Sunday, January 18, 2009

Silver

It tarnishes.  I opened my drawer, and I realized that I had amassed quite a number of collectable spoons in the years that I had been collecting them.  I unfortunately had not found any in India =[ but, I still had a lot.  Buttt..... looking at all the silver plated ones, I saw that they were all black and yellow and blue!  =[ Stupid 7th grade me for forgetting that silver will eventually tarnish.  Even though I didn't notice it then, I for sure see it now...

gotta clean them up now

Wednesday, January 14, 2009

Caring is Sharing

...in each other's burdens and trials, etc etc.  I realize that I don't really care for people as much as I want to.  I've noticed it in the way I interact with people, and with the information that I remember about people.  I'm self seeking in all my relationships, wanting to have fun relationships, and making sure I meet the cool, fun, good looking people.  =[  I do it to make up for the lack of self confidence in myself.  I look down on others who I think are less than me because I feel like I'm worth it.  

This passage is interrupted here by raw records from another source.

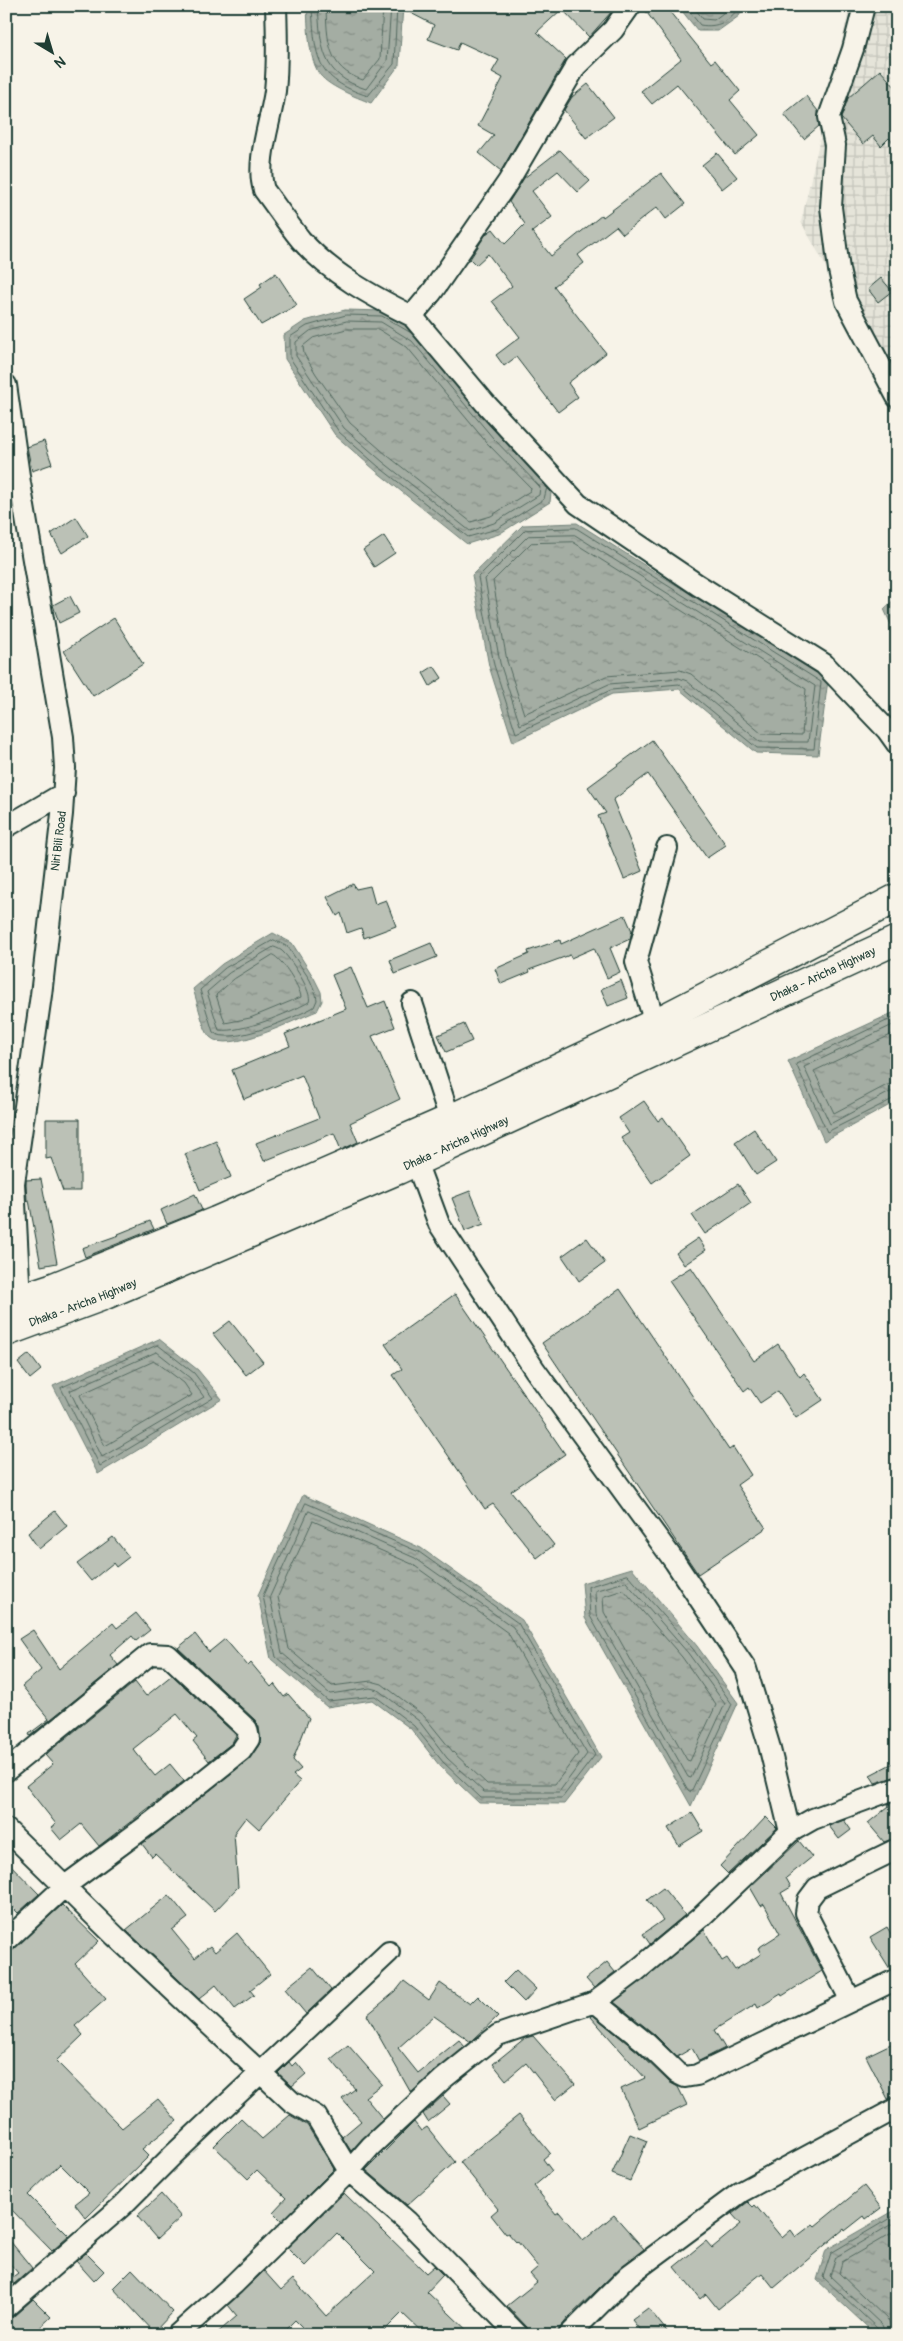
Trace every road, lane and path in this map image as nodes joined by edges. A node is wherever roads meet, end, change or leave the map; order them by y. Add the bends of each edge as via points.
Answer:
1 (276, 6) edge
2 (630, 6) edge
3 (864, 6) edge
4 (412, 316) junction
5 (6, 385) edge
6 (897, 396) edge
7 (13, 487) edge
8 (897, 744) edge
9 (64, 793) junction
10 (6, 827) edge
11 (667, 848) dead end
12 (897, 898) edge
13 (897, 940) edge
14 (412, 1003) dead end
15 (656, 1023) junction
16 (450, 1118) junction
17 (416, 1162) junction
18 (13, 1301) edge
19 (6, 1332) edge
20 (6, 1771) edge
21 (897, 1788) edge
22 (6, 1829) edge
23 (790, 1832) junction
24 (897, 1849) edge
25 (65, 1886) junction
26 (6, 1941) edge
27 (389, 1952) dead end
28 (897, 1979) edge
29 (851, 2001) junction
30 (595, 2002) junction
31 (261, 2073) junction
32 (897, 2108) edge
33 (349, 2172) junction
34 (6, 2307) edge
35 (178, 2335) edge
36 (518, 2335) edge
37 (569, 2335) edge

1 - 4 street via 275,91 263,163 261,181 264,190 302,240 342,277
2 - 4 street via 613,30 576,66 508,182
3 - 6 street via 829,117 835,145 831,207 846,301
4 - 8 street via 484,403 578,504 824,664
5 - 7 street, Niri Bili Road
7 - 9 street, Niri Bili Road via 63,737
9 - 10 street
9 - 18 street, Niri Bili Road via 41,994 14,1183
11 - 15 street via 636,962
12 - 15 highway
13 - 17 highway, Dhaka - Aricha Highway
14 - 16 street
15 - 16 highway
16 - 18 highway via 216,1221
17 - 19 highway, Dhaka - Aricha Highway via 103,1296
17 - 23 street via 445,1232 535,1370 675,1562 746,1669 770,1745
20 - 25 street via 150,1654 168,1655 247,1729 249,1739 241,1751
21 - 23 street via 813,1818
22 - 25 street
23 - 30 street via 701,1916
24 - 29 street via 817,1888 808,1900 806,1913
25 - 26 street
25 - 31 street
27 - 31 street
28 - 29 street
29 - 30 street via 685,2077
30 - 33 street via 498,2035 443,2079 371,2146
31 - 33 street via 292,2102 316,2116
31 - 34 street via 122,2206
32 - 37 street via 741,2192 629,2275
33 - 35 street
33 - 36 street via 407,2220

Love is... 1 Corinthians 13.  That's where it's all at.  That's what love should be... and I'm nowhere near that.  I want to really love other people, and be excited for their presence.  I distance myself way to easily, but I just need to open myself up I guess.  

To care and to love, that's what I need to pray for.  

Sunday, January 11, 2009

Time

It's so precious, and wasted so easily.  
I had forgotten what I was really going to say...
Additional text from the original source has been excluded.